▸ Exercise prompt
Set down all of the lines below exactly as they are given.

Records excerpted from a collection:
◇ ◇ ◇ ◇
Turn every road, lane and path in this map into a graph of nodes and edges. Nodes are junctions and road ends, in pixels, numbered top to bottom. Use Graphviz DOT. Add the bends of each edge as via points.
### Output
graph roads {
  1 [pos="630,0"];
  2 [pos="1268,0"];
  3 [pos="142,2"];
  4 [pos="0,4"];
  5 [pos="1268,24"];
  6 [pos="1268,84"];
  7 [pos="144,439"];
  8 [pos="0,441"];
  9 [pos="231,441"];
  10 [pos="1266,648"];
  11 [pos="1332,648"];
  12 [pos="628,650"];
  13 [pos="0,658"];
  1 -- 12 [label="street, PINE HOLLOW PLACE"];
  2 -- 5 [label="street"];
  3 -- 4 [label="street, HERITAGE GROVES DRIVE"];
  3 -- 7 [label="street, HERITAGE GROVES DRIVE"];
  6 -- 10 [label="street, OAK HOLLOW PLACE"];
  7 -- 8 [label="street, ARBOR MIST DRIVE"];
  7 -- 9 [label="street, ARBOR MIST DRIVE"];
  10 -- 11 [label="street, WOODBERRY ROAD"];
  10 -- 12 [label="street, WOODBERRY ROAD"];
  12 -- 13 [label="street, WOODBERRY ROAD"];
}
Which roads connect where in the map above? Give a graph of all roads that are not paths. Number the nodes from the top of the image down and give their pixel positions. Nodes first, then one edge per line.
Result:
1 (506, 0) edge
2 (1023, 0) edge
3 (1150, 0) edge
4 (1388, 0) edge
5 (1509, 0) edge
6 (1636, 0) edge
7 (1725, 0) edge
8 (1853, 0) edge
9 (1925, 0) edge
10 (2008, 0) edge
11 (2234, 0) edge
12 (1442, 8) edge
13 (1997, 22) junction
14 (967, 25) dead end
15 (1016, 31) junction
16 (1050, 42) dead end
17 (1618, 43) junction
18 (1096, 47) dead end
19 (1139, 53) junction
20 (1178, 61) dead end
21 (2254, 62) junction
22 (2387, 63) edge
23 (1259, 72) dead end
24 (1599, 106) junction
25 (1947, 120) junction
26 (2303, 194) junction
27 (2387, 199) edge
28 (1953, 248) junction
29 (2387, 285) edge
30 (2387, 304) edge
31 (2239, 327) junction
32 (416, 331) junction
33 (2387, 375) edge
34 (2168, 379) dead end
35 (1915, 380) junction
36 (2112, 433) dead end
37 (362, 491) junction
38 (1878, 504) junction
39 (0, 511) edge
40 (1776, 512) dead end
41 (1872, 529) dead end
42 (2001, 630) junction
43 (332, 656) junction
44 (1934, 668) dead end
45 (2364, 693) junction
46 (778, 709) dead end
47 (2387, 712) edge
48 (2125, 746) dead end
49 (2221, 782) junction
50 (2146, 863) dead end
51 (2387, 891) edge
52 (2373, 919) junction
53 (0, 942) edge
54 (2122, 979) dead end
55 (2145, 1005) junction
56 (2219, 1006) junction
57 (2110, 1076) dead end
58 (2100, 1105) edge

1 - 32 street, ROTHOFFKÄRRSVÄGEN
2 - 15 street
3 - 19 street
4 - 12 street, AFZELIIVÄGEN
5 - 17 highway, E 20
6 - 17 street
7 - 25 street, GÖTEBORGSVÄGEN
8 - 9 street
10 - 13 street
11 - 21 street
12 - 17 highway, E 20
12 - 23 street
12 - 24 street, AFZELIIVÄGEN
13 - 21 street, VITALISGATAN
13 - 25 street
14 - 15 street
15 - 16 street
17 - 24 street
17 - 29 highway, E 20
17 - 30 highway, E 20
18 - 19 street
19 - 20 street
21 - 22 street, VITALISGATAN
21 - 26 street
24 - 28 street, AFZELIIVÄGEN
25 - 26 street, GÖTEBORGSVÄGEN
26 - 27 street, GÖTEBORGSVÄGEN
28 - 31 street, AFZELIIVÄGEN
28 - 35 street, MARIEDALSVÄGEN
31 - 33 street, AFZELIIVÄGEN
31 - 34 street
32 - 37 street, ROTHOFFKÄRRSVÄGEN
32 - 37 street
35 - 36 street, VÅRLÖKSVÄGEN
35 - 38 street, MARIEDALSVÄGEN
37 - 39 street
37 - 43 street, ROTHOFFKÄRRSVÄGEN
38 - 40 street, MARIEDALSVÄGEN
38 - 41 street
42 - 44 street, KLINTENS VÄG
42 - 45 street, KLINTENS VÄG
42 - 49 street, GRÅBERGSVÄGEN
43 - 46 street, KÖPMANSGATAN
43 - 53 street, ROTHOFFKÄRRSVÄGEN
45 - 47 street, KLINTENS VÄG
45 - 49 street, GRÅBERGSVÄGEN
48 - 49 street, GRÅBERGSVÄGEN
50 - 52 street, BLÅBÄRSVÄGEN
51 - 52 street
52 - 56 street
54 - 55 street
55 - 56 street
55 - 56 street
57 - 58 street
◇ ◇ ◇ ◇
▸ Finished task
Turn every road, lane and path in this map into a graph of nodes and edges. Nodes are junctions and road ends, in pixels, numbered top to bottom. Use Graphviz DOT. Add the bends of each edge as via points.
### Output
graph roads {
  1 [pos="630,0"];
  2 [pos="1268,0"];
  3 [pos="142,2"];
  4 [pos="0,4"];
  5 [pos="1268,24"];
  6 [pos="1268,84"];
  7 [pos="144,439"];
  8 [pos="0,441"];
  9 [pos="231,441"];
  10 [pos="1266,648"];
  11 [pos="1332,648"];
  12 [pos="628,650"];
  13 [pos="0,658"];
  1 -- 12 [label="street, PINE HOLLOW PLACE"];
  2 -- 5 [label="street"];
  3 -- 4 [label="street, HERITAGE GROVES DRIVE"];
  3 -- 7 [label="street, HERITAGE GROVES DRIVE"];
  6 -- 10 [label="street, OAK HOLLOW PLACE"];
  7 -- 8 [label="street, ARBOR MIST DRIVE"];
  7 -- 9 [label="street, ARBOR MIST DRIVE"];
  10 -- 11 [label="street, WOODBERRY ROAD"];
  10 -- 12 [label="street, WOODBERRY ROAD"];
  12 -- 13 [label="street, WOODBERRY ROAD"];
}
Which roads connect where in the map above? Give a graph of all roads that are not paths. Number the nodes from the top of the image down and give their pixel positions. Nodes first, then one edge per line.
Result:
1 (506, 0) edge
2 (1023, 0) edge
3 (1150, 0) edge
4 (1388, 0) edge
5 (1509, 0) edge
6 (1636, 0) edge
7 (1725, 0) edge
8 (1853, 0) edge
9 (1925, 0) edge
10 (2008, 0) edge
11 (2234, 0) edge
12 (1442, 8) edge
13 (1997, 22) junction
14 (967, 25) dead end
15 (1016, 31) junction
16 (1050, 42) dead end
17 (1618, 43) junction
18 (1096, 47) dead end
19 (1139, 53) junction
20 (1178, 61) dead end
21 (2254, 62) junction
22 (2387, 63) edge
23 (1259, 72) dead end
24 (1599, 106) junction
25 (1947, 120) junction
26 (2303, 194) junction
27 (2387, 199) edge
28 (1953, 248) junction
29 (2387, 285) edge
30 (2387, 304) edge
31 (2239, 327) junction
32 (416, 331) junction
33 (2387, 375) edge
34 (2168, 379) dead end
35 (1915, 380) junction
36 (2112, 433) dead end
37 (362, 491) junction
38 (1878, 504) junction
39 (0, 511) edge
40 (1776, 512) dead end
41 (1872, 529) dead end
42 (2001, 630) junction
43 (332, 656) junction
44 (1934, 668) dead end
45 (2364, 693) junction
46 (778, 709) dead end
47 (2387, 712) edge
48 (2125, 746) dead end
49 (2221, 782) junction
50 (2146, 863) dead end
51 (2387, 891) edge
52 (2373, 919) junction
53 (0, 942) edge
54 (2122, 979) dead end
55 (2145, 1005) junction
56 (2219, 1006) junction
57 (2110, 1076) dead end
58 (2100, 1105) edge

1 - 32 street, ROTHOFFKÄRRSVÄGEN
2 - 15 street
3 - 19 street
4 - 12 street, AFZELIIVÄGEN
5 - 17 highway, E 20
6 - 17 street
7 - 25 street, GÖTEBORGSVÄGEN
8 - 9 street
10 - 13 street
11 - 21 street
12 - 17 highway, E 20
12 - 23 street
12 - 24 street, AFZELIIVÄGEN
13 - 21 street, VITALISGATAN
13 - 25 street
14 - 15 street
15 - 16 street
17 - 24 street
17 - 29 highway, E 20
17 - 30 highway, E 20
18 - 19 street
19 - 20 street
21 - 22 street, VITALISGATAN
21 - 26 street
24 - 28 street, AFZELIIVÄGEN
25 - 26 street, GÖTEBORGSVÄGEN
26 - 27 street, GÖTEBORGSVÄGEN
28 - 31 street, AFZELIIVÄGEN
28 - 35 street, MARIEDALSVÄGEN
31 - 33 street, AFZELIIVÄGEN
31 - 34 street
32 - 37 street, ROTHOFFKÄRRSVÄGEN
32 - 37 street
35 - 36 street, VÅRLÖKSVÄGEN
35 - 38 street, MARIEDALSVÄGEN
37 - 39 street
37 - 43 street, ROTHOFFKÄRRSVÄGEN
38 - 40 street, MARIEDALSVÄGEN
38 - 41 street
42 - 44 street, KLINTENS VÄG
42 - 45 street, KLINTENS VÄG
42 - 49 street, GRÅBERGSVÄGEN
43 - 46 street, KÖPMANSGATAN
43 - 53 street, ROTHOFFKÄRRSVÄGEN
45 - 47 street, KLINTENS VÄG
45 - 49 street, GRÅBERGSVÄGEN
48 - 49 street, GRÅBERGSVÄGEN
50 - 52 street, BLÅBÄRSVÄGEN
51 - 52 street
52 - 56 street
54 - 55 street
55 - 56 street
55 - 56 street
57 - 58 street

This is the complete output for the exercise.